(PROVIDED RECORDS)

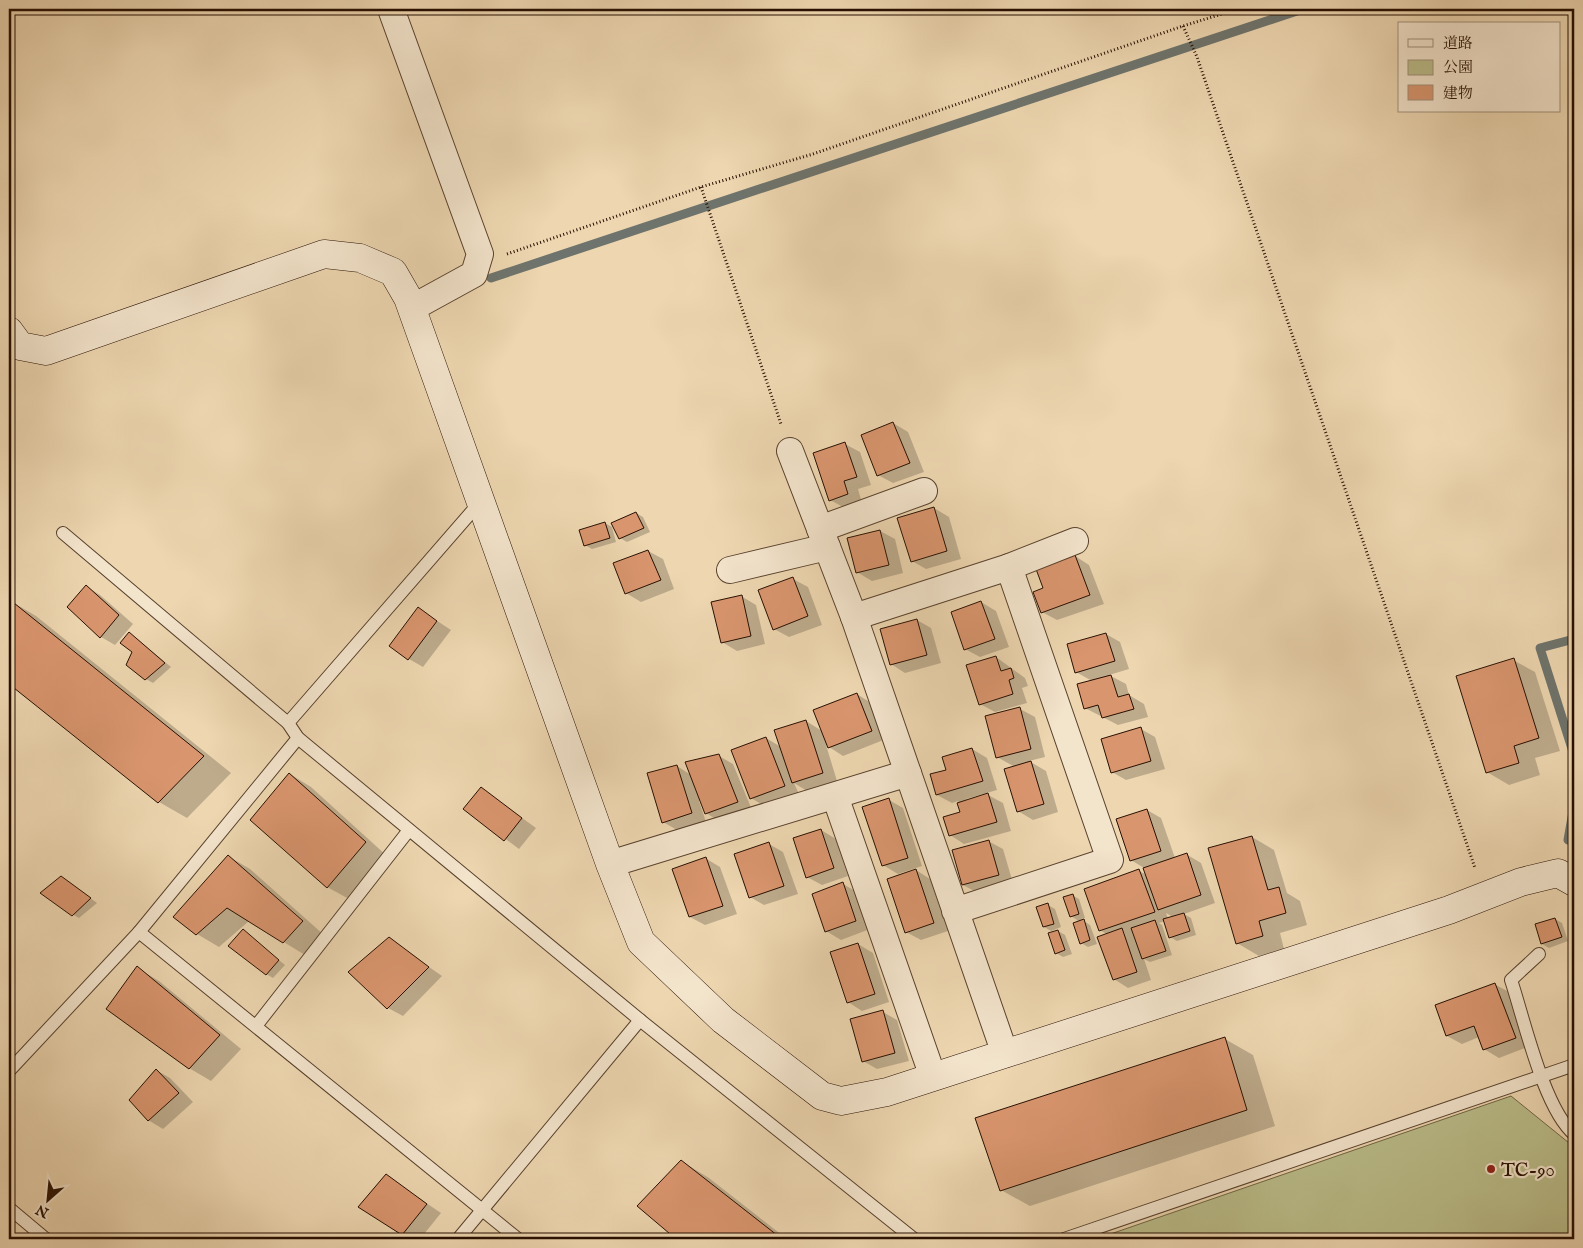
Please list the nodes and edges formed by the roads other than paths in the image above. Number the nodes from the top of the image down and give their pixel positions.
1 (391, 9) edge
2 (412, 308) junction
3 (9, 332) edge
4 (790, 451) road end
5 (924, 491) dead end
6 (481, 501) junction
7 (64, 533) dead end
8 (823, 538) junction
9 (1075, 541) dead end
10 (1009, 567) junction
11 (730, 570) dead end
12 (854, 618) junction
13 (288, 722) junction
14 (298, 738) junction
15 (908, 774) junction
16 (835, 796) junction
17 (409, 830) junction
18 (610, 864) junction
19 (1574, 882) edge
20 (955, 911) junction
21 (139, 932) junction
22 (1538, 954) dead end
23 (640, 1020) junction
24 (256, 1026) junction
25 (1005, 1054) junction
26 (1574, 1065) edge
27 (9, 1071) edge
28 (1542, 1076) junction
29 (933, 1077) junction
30 (1574, 1134) edge
31 (9, 1208) edge
32 (483, 1210) junction
33 (46, 1239) edge
34 (458, 1239) edge
35 (518, 1239) edge
36 (914, 1239) edge
37 (1064, 1239) edge

1 - 2 street
2 - 3 street
2 - 6 street
4 - 8 street
5 - 8 street
6 - 13 lane
6 - 18 street
7 - 13 lane
8 - 11 street
8 - 12 street
9 - 10 street
10 - 12 street
10 - 20 street
12 - 15 street
13 - 14 lane
14 - 17 lane
14 - 21 lane
15 - 16 street
15 - 20 street
16 - 18 street
16 - 29 street
17 - 23 lane
17 - 24 lane
18 - 29 street
19 - 25 street
20 - 25 street
21 - 24 lane
21 - 27 lane
22 - 28 lane
23 - 32 lane
23 - 36 lane
24 - 32 lane
25 - 29 street
26 - 28 lane
28 - 30 lane
28 - 37 lane
31 - 33 lane
32 - 34 lane
32 - 35 lane

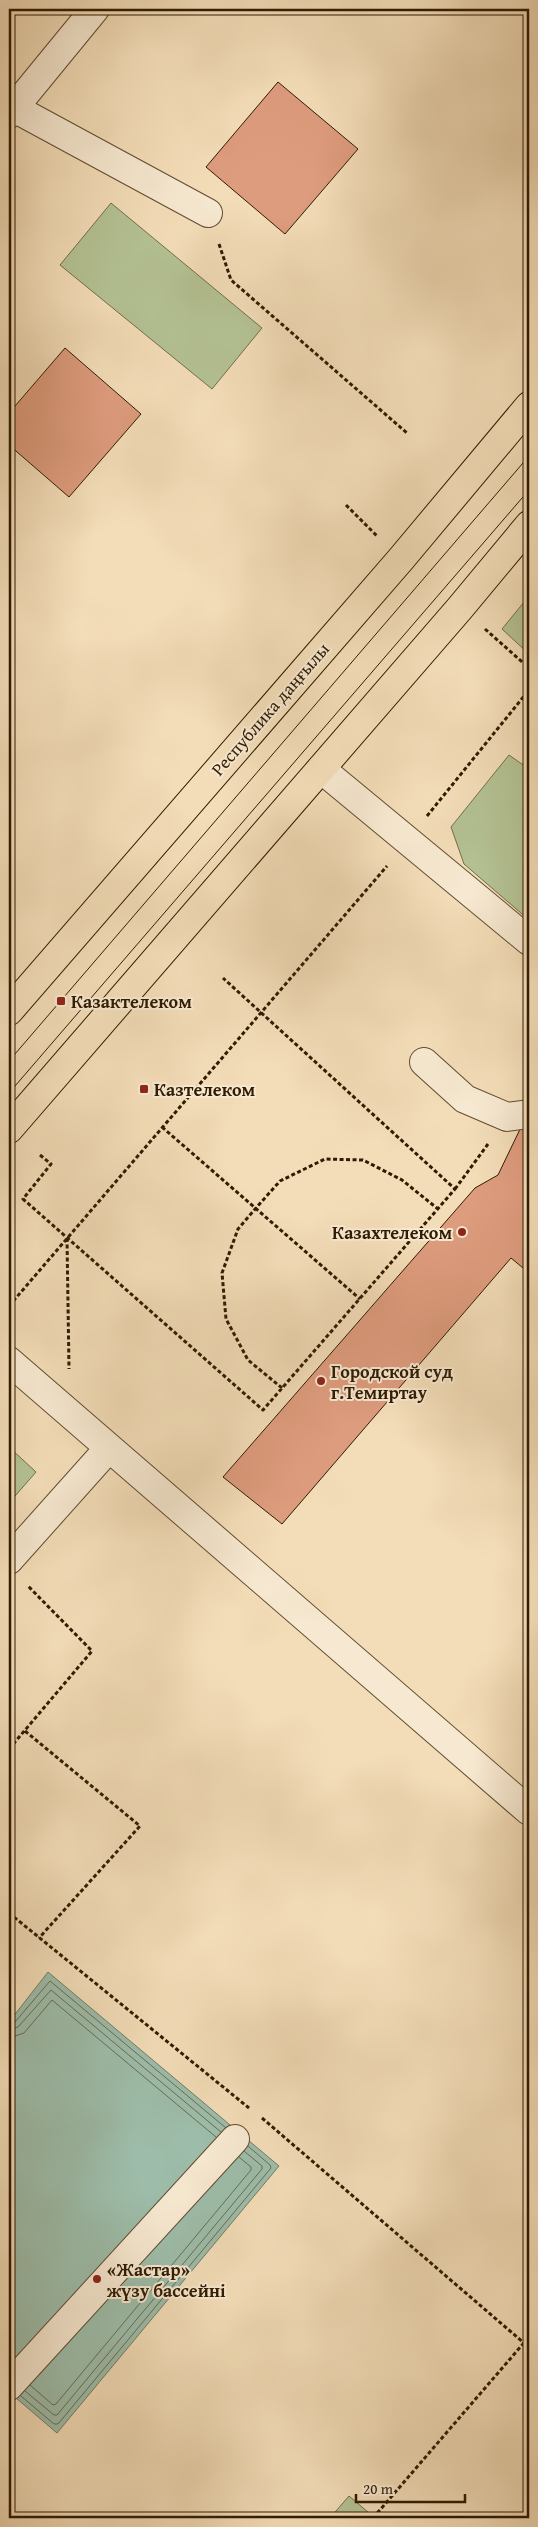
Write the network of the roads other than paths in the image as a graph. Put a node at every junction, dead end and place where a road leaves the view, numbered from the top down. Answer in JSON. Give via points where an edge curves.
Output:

(End PROVIDED RECORDS)

### [PROBLEM DESCRIPTION]
Transcribe the records above exactly, omitting every picture they contain.

### [EXERCISE OUTPUT]
Please list the nodes and edges formed by the roads other than paths in the image above. Number the nodes from the top of the image down and give their pixel positions.
1 (391, 9) edge
2 (412, 308) junction
3 (9, 332) edge
4 (790, 451) road end
5 (924, 491) dead end
6 (481, 501) junction
7 (64, 533) dead end
8 (823, 538) junction
9 (1075, 541) dead end
10 (1009, 567) junction
11 (730, 570) dead end
12 (854, 618) junction
13 (288, 722) junction
14 (298, 738) junction
15 (908, 774) junction
16 (835, 796) junction
17 (409, 830) junction
18 (610, 864) junction
19 (1574, 882) edge
20 (955, 911) junction
21 (139, 932) junction
22 (1538, 954) dead end
23 (640, 1020) junction
24 (256, 1026) junction
25 (1005, 1054) junction
26 (1574, 1065) edge
27 (9, 1071) edge
28 (1542, 1076) junction
29 (933, 1077) junction
30 (1574, 1134) edge
31 (9, 1208) edge
32 (483, 1210) junction
33 (46, 1239) edge
34 (458, 1239) edge
35 (518, 1239) edge
36 (914, 1239) edge
37 (1064, 1239) edge

1 - 2 street
2 - 3 street
2 - 6 street
4 - 8 street
5 - 8 street
6 - 13 lane
6 - 18 street
7 - 13 lane
8 - 11 street
8 - 12 street
9 - 10 street
10 - 12 street
10 - 20 street
12 - 15 street
13 - 14 lane
14 - 17 lane
14 - 21 lane
15 - 16 street
15 - 20 street
16 - 18 street
16 - 29 street
17 - 23 lane
17 - 24 lane
18 - 29 street
19 - 25 street
20 - 25 street
21 - 24 lane
21 - 27 lane
22 - 28 lane
23 - 32 lane
23 - 36 lane
24 - 32 lane
25 - 29 street
26 - 28 lane
28 - 30 lane
28 - 37 lane
31 - 33 lane
32 - 34 lane
32 - 35 lane

Write the network of the roads other than paths in the image as a graph. Put a node at every junction, dead end and place where a road leaves the view, numbered from the top down. Answer in JSON. Give via points where an edge curves.
Output:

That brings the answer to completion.